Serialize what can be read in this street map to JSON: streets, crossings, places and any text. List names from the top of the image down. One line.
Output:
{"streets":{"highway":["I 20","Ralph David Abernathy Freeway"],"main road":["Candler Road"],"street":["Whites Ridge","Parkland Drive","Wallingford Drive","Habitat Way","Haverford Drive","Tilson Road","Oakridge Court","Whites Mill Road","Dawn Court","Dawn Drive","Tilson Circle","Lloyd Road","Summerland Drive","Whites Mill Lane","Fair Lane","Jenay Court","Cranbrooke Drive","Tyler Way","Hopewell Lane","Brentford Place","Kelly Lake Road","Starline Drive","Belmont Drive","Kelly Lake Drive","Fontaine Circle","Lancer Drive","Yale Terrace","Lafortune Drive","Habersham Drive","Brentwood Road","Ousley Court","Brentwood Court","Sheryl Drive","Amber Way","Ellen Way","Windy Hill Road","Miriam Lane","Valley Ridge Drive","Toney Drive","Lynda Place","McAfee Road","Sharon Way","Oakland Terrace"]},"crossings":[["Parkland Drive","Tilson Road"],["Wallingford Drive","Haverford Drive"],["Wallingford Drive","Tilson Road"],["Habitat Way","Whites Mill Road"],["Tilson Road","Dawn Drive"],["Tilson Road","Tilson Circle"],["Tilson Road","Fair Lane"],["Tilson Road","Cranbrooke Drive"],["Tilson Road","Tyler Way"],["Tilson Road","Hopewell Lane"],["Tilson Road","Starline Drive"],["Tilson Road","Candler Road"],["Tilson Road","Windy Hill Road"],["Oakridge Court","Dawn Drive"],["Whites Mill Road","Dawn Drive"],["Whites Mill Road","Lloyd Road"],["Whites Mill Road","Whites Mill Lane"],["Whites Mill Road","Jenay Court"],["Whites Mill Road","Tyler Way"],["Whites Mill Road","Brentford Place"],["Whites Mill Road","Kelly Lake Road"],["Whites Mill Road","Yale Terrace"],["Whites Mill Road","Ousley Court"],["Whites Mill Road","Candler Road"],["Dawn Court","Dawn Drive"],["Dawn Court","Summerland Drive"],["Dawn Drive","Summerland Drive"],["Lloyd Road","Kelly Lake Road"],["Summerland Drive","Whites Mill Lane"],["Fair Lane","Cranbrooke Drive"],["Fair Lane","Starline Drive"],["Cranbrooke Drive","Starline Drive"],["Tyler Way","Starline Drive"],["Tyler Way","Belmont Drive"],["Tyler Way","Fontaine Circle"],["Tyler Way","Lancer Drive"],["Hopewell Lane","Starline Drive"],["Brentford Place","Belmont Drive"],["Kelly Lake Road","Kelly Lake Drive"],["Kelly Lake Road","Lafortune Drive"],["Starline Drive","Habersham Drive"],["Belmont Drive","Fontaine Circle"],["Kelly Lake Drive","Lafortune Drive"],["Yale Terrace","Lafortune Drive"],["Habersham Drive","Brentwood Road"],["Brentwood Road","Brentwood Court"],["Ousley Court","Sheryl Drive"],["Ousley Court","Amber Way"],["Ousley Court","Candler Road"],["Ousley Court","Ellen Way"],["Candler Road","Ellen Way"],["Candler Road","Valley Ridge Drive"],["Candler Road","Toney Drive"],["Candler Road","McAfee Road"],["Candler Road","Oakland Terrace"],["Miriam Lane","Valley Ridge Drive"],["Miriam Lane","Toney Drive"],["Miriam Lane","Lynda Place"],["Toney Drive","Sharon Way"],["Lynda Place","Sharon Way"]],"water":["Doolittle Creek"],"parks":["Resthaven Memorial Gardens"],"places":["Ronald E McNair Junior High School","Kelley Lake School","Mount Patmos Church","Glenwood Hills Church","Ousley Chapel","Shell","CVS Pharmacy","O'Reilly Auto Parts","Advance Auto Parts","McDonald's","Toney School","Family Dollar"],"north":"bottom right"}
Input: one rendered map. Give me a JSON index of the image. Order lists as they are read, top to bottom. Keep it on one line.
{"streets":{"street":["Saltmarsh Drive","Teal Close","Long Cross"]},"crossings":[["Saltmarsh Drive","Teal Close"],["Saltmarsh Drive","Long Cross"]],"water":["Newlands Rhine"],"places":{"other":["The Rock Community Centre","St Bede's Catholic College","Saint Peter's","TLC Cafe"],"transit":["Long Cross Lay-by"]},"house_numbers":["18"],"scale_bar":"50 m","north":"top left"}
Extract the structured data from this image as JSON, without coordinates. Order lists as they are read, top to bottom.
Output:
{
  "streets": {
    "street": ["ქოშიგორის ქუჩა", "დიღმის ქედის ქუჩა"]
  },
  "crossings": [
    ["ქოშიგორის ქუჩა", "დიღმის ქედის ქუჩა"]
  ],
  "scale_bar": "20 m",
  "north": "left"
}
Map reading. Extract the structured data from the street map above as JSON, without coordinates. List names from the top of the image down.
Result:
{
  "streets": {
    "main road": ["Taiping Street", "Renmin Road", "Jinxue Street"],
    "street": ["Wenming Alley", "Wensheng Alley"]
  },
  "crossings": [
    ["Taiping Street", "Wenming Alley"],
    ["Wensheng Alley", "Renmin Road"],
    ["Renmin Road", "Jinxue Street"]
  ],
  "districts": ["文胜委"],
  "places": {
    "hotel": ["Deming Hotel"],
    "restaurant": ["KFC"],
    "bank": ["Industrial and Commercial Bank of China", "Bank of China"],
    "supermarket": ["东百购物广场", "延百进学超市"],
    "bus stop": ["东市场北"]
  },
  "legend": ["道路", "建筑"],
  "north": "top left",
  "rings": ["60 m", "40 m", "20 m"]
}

************

* _Required action_
The answer must be every line from the records above that contains "data".

* _Written answer_
Extract the structured data from this image as JSON, without coordinates. Order lists as they are read, top to bottom.
Map reading. Extract the structured data from the street map above as JSON, without coordinates. List names from the top of the image down.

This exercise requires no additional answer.